── Task material ──

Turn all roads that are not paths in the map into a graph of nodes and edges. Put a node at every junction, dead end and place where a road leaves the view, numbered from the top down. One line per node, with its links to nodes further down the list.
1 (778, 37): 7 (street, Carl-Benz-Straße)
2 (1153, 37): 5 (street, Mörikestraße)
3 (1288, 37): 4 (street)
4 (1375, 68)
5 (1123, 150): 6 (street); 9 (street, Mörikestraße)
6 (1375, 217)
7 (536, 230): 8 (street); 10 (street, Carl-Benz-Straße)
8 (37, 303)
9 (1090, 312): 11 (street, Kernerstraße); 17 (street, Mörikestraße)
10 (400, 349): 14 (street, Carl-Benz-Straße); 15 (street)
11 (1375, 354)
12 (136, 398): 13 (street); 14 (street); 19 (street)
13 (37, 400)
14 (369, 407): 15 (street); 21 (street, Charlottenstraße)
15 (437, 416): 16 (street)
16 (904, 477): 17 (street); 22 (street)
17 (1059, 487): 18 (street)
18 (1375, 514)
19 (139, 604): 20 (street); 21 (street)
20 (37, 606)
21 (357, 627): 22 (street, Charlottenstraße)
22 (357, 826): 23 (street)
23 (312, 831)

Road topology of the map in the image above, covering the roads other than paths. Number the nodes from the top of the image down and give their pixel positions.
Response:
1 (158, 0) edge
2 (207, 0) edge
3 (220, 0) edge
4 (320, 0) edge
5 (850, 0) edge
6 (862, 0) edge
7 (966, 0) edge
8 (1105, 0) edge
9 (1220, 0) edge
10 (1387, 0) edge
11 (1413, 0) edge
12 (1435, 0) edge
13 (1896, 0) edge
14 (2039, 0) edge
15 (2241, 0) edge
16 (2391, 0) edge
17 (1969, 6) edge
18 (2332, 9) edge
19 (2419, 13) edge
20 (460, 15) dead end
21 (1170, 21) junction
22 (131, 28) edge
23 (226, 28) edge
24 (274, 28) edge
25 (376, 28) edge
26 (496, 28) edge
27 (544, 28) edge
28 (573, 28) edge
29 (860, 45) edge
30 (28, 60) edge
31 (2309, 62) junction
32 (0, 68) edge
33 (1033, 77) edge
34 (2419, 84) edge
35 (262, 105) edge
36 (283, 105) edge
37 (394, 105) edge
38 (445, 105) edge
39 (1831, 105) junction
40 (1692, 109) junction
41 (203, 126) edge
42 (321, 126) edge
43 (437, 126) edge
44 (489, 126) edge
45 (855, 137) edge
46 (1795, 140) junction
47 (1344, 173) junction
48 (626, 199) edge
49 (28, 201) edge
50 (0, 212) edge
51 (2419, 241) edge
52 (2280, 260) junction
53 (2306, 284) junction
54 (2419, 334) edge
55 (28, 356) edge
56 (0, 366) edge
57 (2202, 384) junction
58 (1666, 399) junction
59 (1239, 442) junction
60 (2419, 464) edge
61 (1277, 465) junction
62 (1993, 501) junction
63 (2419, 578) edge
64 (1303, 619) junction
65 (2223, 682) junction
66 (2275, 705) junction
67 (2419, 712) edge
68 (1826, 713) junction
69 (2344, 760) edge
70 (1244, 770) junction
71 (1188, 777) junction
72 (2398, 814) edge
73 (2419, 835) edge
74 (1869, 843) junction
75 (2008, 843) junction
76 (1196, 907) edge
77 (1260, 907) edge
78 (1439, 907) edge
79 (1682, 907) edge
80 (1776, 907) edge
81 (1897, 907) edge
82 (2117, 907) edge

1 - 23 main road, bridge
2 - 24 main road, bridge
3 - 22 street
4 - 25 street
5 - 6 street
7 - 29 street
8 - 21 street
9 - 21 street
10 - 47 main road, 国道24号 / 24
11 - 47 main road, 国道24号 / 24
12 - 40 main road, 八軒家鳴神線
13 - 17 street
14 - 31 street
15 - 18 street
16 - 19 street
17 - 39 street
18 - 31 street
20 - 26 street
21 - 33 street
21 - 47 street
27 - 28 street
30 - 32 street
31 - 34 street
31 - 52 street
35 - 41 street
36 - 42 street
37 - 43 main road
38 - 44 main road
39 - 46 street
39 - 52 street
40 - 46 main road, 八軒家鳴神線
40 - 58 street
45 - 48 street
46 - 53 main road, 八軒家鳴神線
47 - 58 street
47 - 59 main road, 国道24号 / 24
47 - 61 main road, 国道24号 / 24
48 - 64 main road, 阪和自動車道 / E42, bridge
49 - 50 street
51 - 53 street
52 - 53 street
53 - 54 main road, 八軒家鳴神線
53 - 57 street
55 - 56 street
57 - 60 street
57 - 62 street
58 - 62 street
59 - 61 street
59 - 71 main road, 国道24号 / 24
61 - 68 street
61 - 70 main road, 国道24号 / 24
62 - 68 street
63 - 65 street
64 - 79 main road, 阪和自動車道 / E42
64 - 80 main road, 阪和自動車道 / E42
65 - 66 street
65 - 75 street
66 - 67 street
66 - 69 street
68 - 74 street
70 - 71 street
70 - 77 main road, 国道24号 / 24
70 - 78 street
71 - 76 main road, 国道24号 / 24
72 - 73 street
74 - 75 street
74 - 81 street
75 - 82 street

───

Task brief. Transcribe the entries exactly.

Reply.
Turn all roads that are not paths in the map into a graph of nodes and edges. Put a node at every junction, dead end and place where a road leaves the view, numbered from the top down. One line per node, with its links to nodes further down the list.
1 (778, 37): 7 (street, Carl-Benz-Straße)
2 (1153, 37): 5 (street, Mörikestraße)
3 (1288, 37): 4 (street)
4 (1375, 68)
5 (1123, 150): 6 (street); 9 (street, Mörikestraße)
6 (1375, 217)
7 (536, 230): 8 (street); 10 (street, Carl-Benz-Straße)
8 (37, 303)
9 (1090, 312): 11 (street, Kernerstraße); 17 (street, Mörikestraße)
10 (400, 349): 14 (street, Carl-Benz-Straße); 15 (street)
11 (1375, 354)
12 (136, 398): 13 (street); 14 (street); 19 (street)
13 (37, 400)
14 (369, 407): 15 (street); 21 (street, Charlottenstraße)
15 (437, 416): 16 (street)
16 (904, 477): 17 (street); 22 (street)
17 (1059, 487): 18 (street)
18 (1375, 514)
19 (139, 604): 20 (street); 21 (street)
20 (37, 606)
21 (357, 627): 22 (street, Charlottenstraße)
22 (357, 826): 23 (street)
23 (312, 831)

Road topology of the map in the image above, covering the roads other than paths. Number the nodes from the top of the image down and give their pixel positions.
Response:
1 (158, 0) edge
2 (207, 0) edge
3 (220, 0) edge
4 (320, 0) edge
5 (850, 0) edge
6 (862, 0) edge
7 (966, 0) edge
8 (1105, 0) edge
9 (1220, 0) edge
10 (1387, 0) edge
11 (1413, 0) edge
12 (1435, 0) edge
13 (1896, 0) edge
14 (2039, 0) edge
15 (2241, 0) edge
16 (2391, 0) edge
17 (1969, 6) edge
18 (2332, 9) edge
19 (2419, 13) edge
20 (460, 15) dead end
21 (1170, 21) junction
22 (131, 28) edge
23 (226, 28) edge
24 (274, 28) edge
25 (376, 28) edge
26 (496, 28) edge
27 (544, 28) edge
28 (573, 28) edge
29 (860, 45) edge
30 (28, 60) edge
31 (2309, 62) junction
32 (0, 68) edge
33 (1033, 77) edge
34 (2419, 84) edge
35 (262, 105) edge
36 (283, 105) edge
37 (394, 105) edge
38 (445, 105) edge
39 (1831, 105) junction
40 (1692, 109) junction
41 (203, 126) edge
42 (321, 126) edge
43 (437, 126) edge
44 (489, 126) edge
45 (855, 137) edge
46 (1795, 140) junction
47 (1344, 173) junction
48 (626, 199) edge
49 (28, 201) edge
50 (0, 212) edge
51 (2419, 241) edge
52 (2280, 260) junction
53 (2306, 284) junction
54 (2419, 334) edge
55 (28, 356) edge
56 (0, 366) edge
57 (2202, 384) junction
58 (1666, 399) junction
59 (1239, 442) junction
60 (2419, 464) edge
61 (1277, 465) junction
62 (1993, 501) junction
63 (2419, 578) edge
64 (1303, 619) junction
65 (2223, 682) junction
66 (2275, 705) junction
67 (2419, 712) edge
68 (1826, 713) junction
69 (2344, 760) edge
70 (1244, 770) junction
71 (1188, 777) junction
72 (2398, 814) edge
73 (2419, 835) edge
74 (1869, 843) junction
75 (2008, 843) junction
76 (1196, 907) edge
77 (1260, 907) edge
78 (1439, 907) edge
79 (1682, 907) edge
80 (1776, 907) edge
81 (1897, 907) edge
82 (2117, 907) edge

1 - 23 main road, bridge
2 - 24 main road, bridge
3 - 22 street
4 - 25 street
5 - 6 street
7 - 29 street
8 - 21 street
9 - 21 street
10 - 47 main road, 国道24号 / 24
11 - 47 main road, 国道24号 / 24
12 - 40 main road, 八軒家鳴神線
13 - 17 street
14 - 31 street
15 - 18 street
16 - 19 street
17 - 39 street
18 - 31 street
20 - 26 street
21 - 33 street
21 - 47 street
27 - 28 street
30 - 32 street
31 - 34 street
31 - 52 street
35 - 41 street
36 - 42 street
37 - 43 main road
38 - 44 main road
39 - 46 street
39 - 52 street
40 - 46 main road, 八軒家鳴神線
40 - 58 street
45 - 48 street
46 - 53 main road, 八軒家鳴神線
47 - 58 street
47 - 59 main road, 国道24号 / 24
47 - 61 main road, 国道24号 / 24
48 - 64 main road, 阪和自動車道 / E42, bridge
49 - 50 street
51 - 53 street
52 - 53 street
53 - 54 main road, 八軒家鳴神線
53 - 57 street
55 - 56 street
57 - 60 street
57 - 62 street
58 - 62 street
59 - 61 street
59 - 71 main road, 国道24号 / 24
61 - 68 street
61 - 70 main road, 国道24号 / 24
62 - 68 street
63 - 65 street
64 - 79 main road, 阪和自動車道 / E42
64 - 80 main road, 阪和自動車道 / E42
65 - 66 street
65 - 75 street
66 - 67 street
66 - 69 street
68 - 74 street
70 - 71 street
70 - 77 main road, 国道24号 / 24
70 - 78 street
71 - 76 main road, 国道24号 / 24
72 - 73 street
74 - 75 street
74 - 81 street
75 - 82 street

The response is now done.